LEARNING TO WALK AFTER SCI

At the Human Neuromechanics Laboratory at the University of Michigan, researchers are studying the best ways to help persons with SCI learn how to walk again. Daniel Ferris, PhD, the laboratory's director, explained that his team is looking at 3 basic approaches: body weight-supported treadmill training with manual assistance, treadmill training with a robotic exoskeleton, and recumbent stepping. Although all 3 of these approaches are in use, including a limited number of robotic exoskeletons, it is unclear how effective they are. Ferris's group is looking at the effectiveness of each method by examining their physiologic effects on patients.

Traditional weight-supported treadmill training requires a harness to support the patient over a treadmill and a therapist to manually move the patient's hips and legs. The procedure is extremely tiring for therapists, and the patient's legs can be too spastic to move properly--which is why the use of robotic exoskeleton to move the legs is so appealing. However, there are two schools of thought on providing manual or robotic assistance. The first is that firm assistance is required to establish a normal walking pattern; the other is that minimal assistance should be provided so that patients do not become reliant on the assistance and can better learn to walk on their own.

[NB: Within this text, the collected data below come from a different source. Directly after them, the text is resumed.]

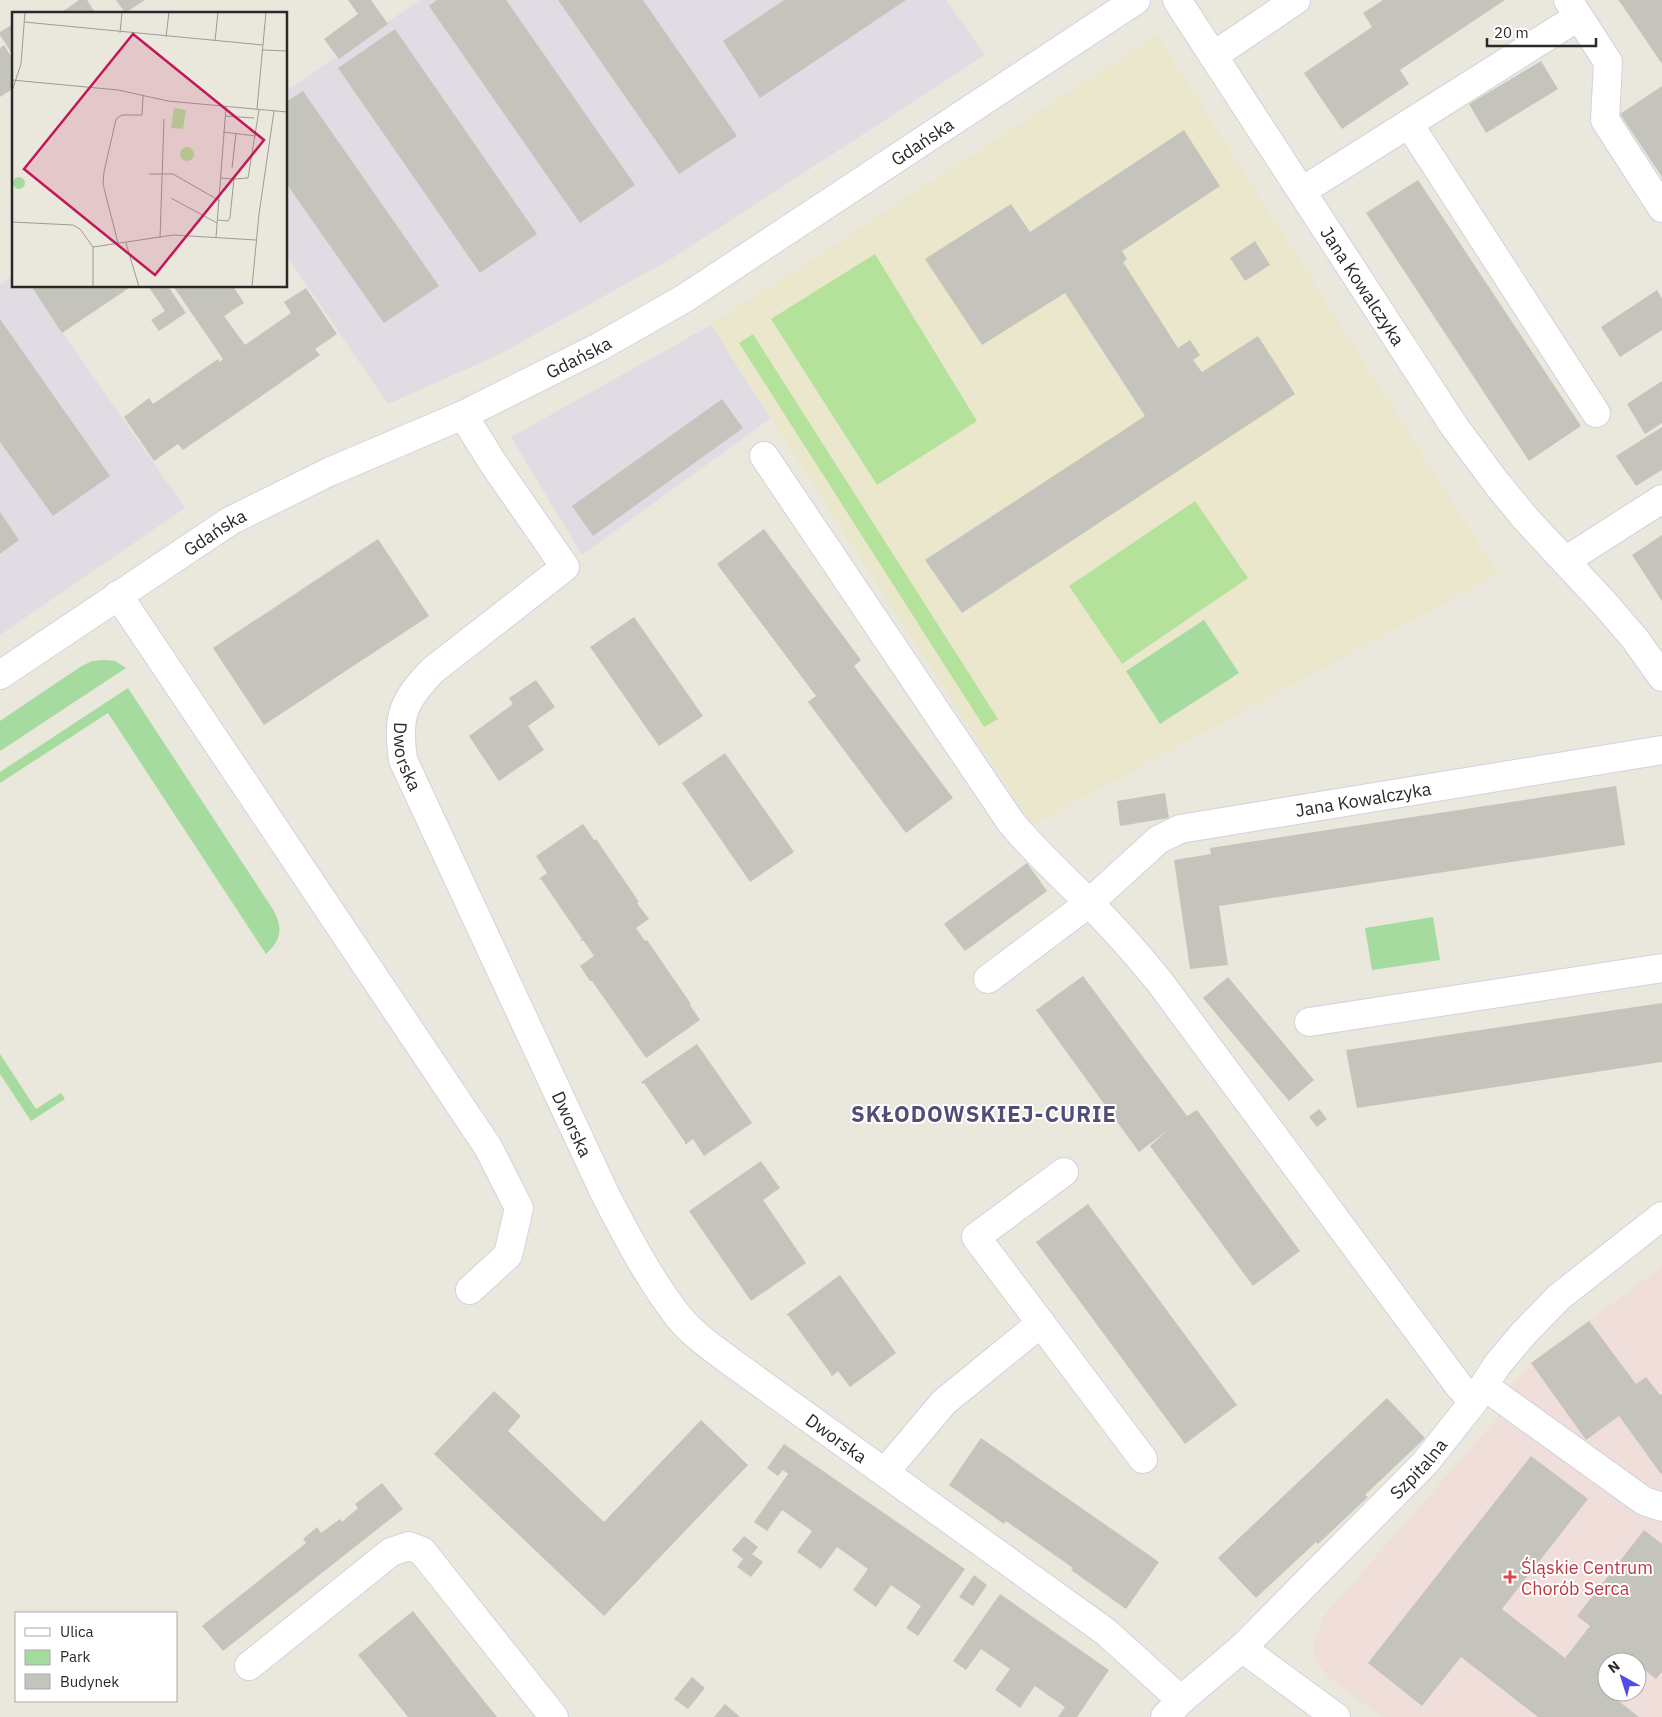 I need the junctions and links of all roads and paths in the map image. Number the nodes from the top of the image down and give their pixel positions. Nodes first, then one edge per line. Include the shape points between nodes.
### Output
1 (1136, 0) edge
2 (1177, 0) edge
3 (1296, 0) edge
4 (1573, 8) edge
5 (1213, 56) junction
6 (1409, 124) junction
7 (1302, 191) junction
8 (1662, 208) edge
9 (1596, 413) dead end
10 (463, 415) junction
11 (764, 456) dead end
12 (1662, 499) edge
13 (1565, 561) junction
14 (118, 595) junction
15 (0, 675) edge
16 (1662, 678) edge
17 (1662, 750) edge
18 (1089, 903) junction
19 (1662, 968) edge
20 (988, 979) dead end
21 (1309, 1022) dead end
22 (1064, 1172) dead end
23 (1662, 1216) edge
24 (470, 1290) dead end
25 (1041, 1323) junction
26 (1479, 1393) junction
27 (1143, 1459) dead end
28 (885, 1472) junction
29 (1662, 1507) edge
30 (1242, 1648) junction
31 (248, 1666) dead end
32 (1173, 1709) edge
33 (554, 1717) edge
34 (1336, 1717) edge

1 - 10 street, Gdańska via 685,298 599,347
2 - 5 street, Jana Kowalczyka
3 - 5 street
4 - 6 street
4 - 8 street via 1608,62 1605,120
5 - 7 street, Jana Kowalczyka
6 - 7 street
6 - 9 street
7 - 13 street, Jana Kowalczyka via 1454,426 1498,485
10 - 14 street, Gdańska via 329,472 230,521
10 - 28 street, Dworska via 565,567 433,670 415,689 403,710 400,735 403,760 605,1194 658,1288 679,1318 704,1341
11 - 18 street via 1010,821
12 - 13 street
13 - 16 street, Jana Kowalczyka via 1635,639
14 - 15 street, Gdańska
14 - 24 street via 488,1147 519,1208 508,1255
17 - 18 street, Jana Kowalczyka via 1180,829 1158,840
18 - 20 street, Jana Kowalczyka
18 - 26 street via 1159,980 1459,1386
19 - 21 street
22 - 25 street via 976,1237
23 - 26 street, Szpitalna via 1559,1297 1497,1365
25 - 27 street
25 - 28 street via 944,1402
26 - 29 street via 1644,1501
26 - 30 street, Szpitalna via 1425,1463
28 - 32 street, Dworska via 1106,1632
30 - 32 street, Szpitalna
30 - 34 street
31 - 33 street via 391,1552 409,1546 422,1551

"One of the focuses of our studies here is to determine exactly how much of a difference manual or robotic assistance plays," said Ferris. He added that initial studies indicate that patients continue to activate their muscles during both manual and robotic assistance and do not become passive participants as some have feared.3,4 "The patients do indeed activate their legs and take part in a stepping process, even when you assist them," he said.

Recumbent stepping therapy is an appealing option for home use because it does not require expensive equipment or physical therapists. "It doesn't allow patients to practice walking exactly, but it allows patients to practice the basic motion of stepping." Ferris pointed out that patients with good use of their arms can be completely self-sufficient when using the device, "because they can grab ahold of the handles to assist their own legs in doing the motion."

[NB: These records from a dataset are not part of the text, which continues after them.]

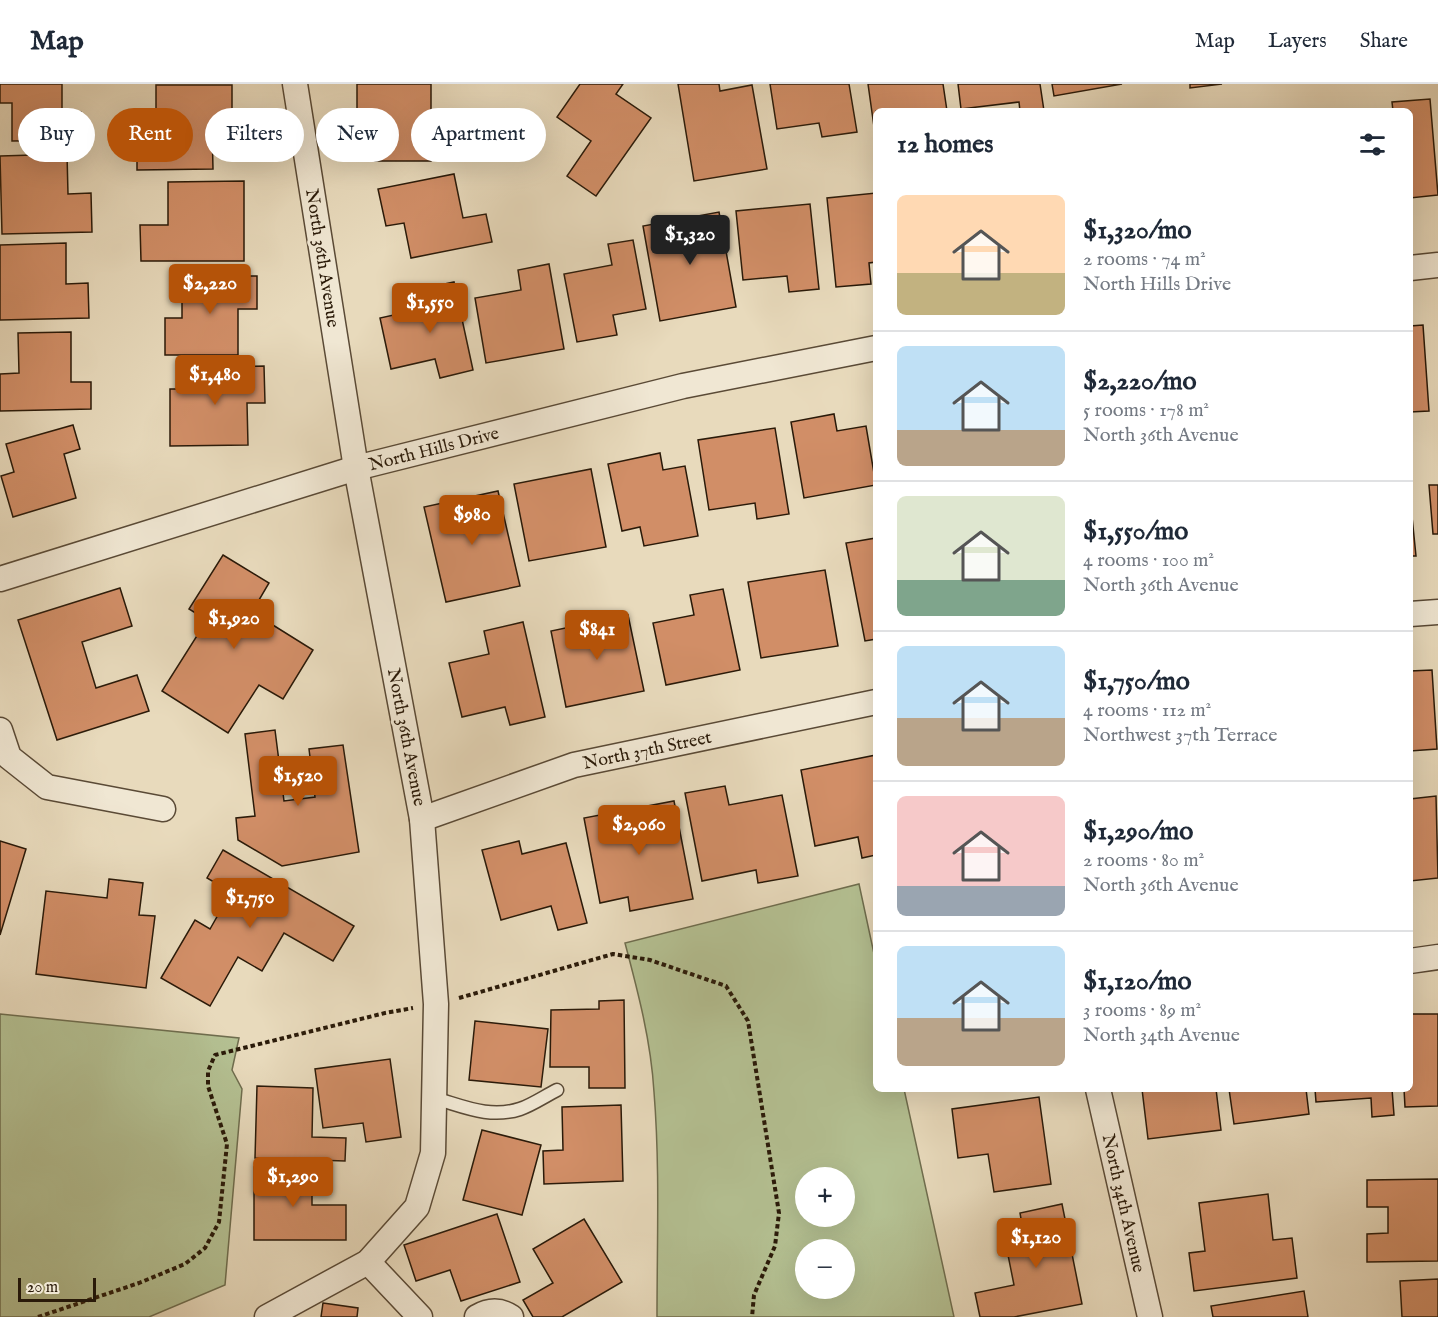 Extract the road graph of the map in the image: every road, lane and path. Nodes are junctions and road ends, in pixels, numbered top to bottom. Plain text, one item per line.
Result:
1 (296, 84) edge
2 (1438, 265) edge
3 (1413, 268) edge
4 (873, 349) edge
5 (357, 468) junction
6 (0, 579) edge
7 (1438, 612) edge
8 (1413, 614) edge
9 (873, 703) edge
10 (0, 730) edge
11 (163, 809) dead end
12 (422, 819) junction
13 (1438, 957) edge
14 (1413, 960) edge
15 (557, 1090) dead end
16 (1099, 1092) edge
17 (434, 1098) junction
18 (369, 1262) junction
19 (267, 1317) edge
20 (420, 1317) edge
21 (477, 1317) edge
22 (511, 1317) edge
23 (1150, 1317) edge

1 - 5 street, North 36th Avenue
2 - 3 street
4 - 5 street, North Hills Drive
5 - 6 street, North Hills Drive
5 - 12 street, North 36th Avenue
7 - 8 street
9 - 12 street, North 37th Street
10 - 11 street
12 - 17 street, North 36th Avenue
13 - 14 street
15 - 17 lane
16 - 23 street, North 34th Avenue
17 - 18 street, North 36th Avenue
18 - 19 street, North 36th Avenue
18 - 20 street
21 - 22 street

Ferris said that his team has found, through computational analysis of the motor pattern during walking and recumbent stepping, that the spinal cord and brain appear to use the same neural networks to control both activities.5 "That's important, because it says that if you activate the neurons during recumbent stepping, it's probably the same pathways that you're using for walking. If they were completely different pathways, it would be like trying to learn how to play golf by practicing basketball."

He said that his group has been performing ongoing studies on the effect of upper limb movement on lower limb activation6 and will soon begin studying the effect of an hour-a-day, 5-day-a-week recumbent stepping program on walking patterns in patients with chronic SCI.

REFERENCES1. Merians AS, Jack D, Boian R, et al. Virtual reality-augmented rehabilitation for patients following stroke. Phys Ther. 2002;82:898-915.
2. Wininger MT, De Laurentis KJ, Morris TT, et al. A guided exercise tool with quantitative measures of rehabilitation progress for upper-limb motor control following stroke. Paper presented at: American Congress of Rehabilitative Medicine/American Society of Neurorehabilitation Joint Educational Conference; September 27-30, 2006; Boston.
3. Domingo A, Sawicki GS, Ferris DP. Kinematics and muscle activity of individuals with incomplete spinal cord injury during treadmill stepping with and without manual assistance. J Neuroengineering Rehabil. In review.
4. Sawicki GS, Domingo A, Ferris DP. The effects of powered ankle foot orthoses on muscle activation and joint kinematics during walking by individuals with incomplete spinal cord injury. J Neuroengineering Rehabil. 2006;3:3.
5. Stoloff RH, Zehr EP, Ferris DP. Recumbent stepping has similar but simpler neural control compared to walking. Ex Brain Res. In press.
6. Ferris DP, Huang HJ, Kao PC. Moving the arms to activate the legs. Exerc Sport Sci Rev. 2006;34:113-120.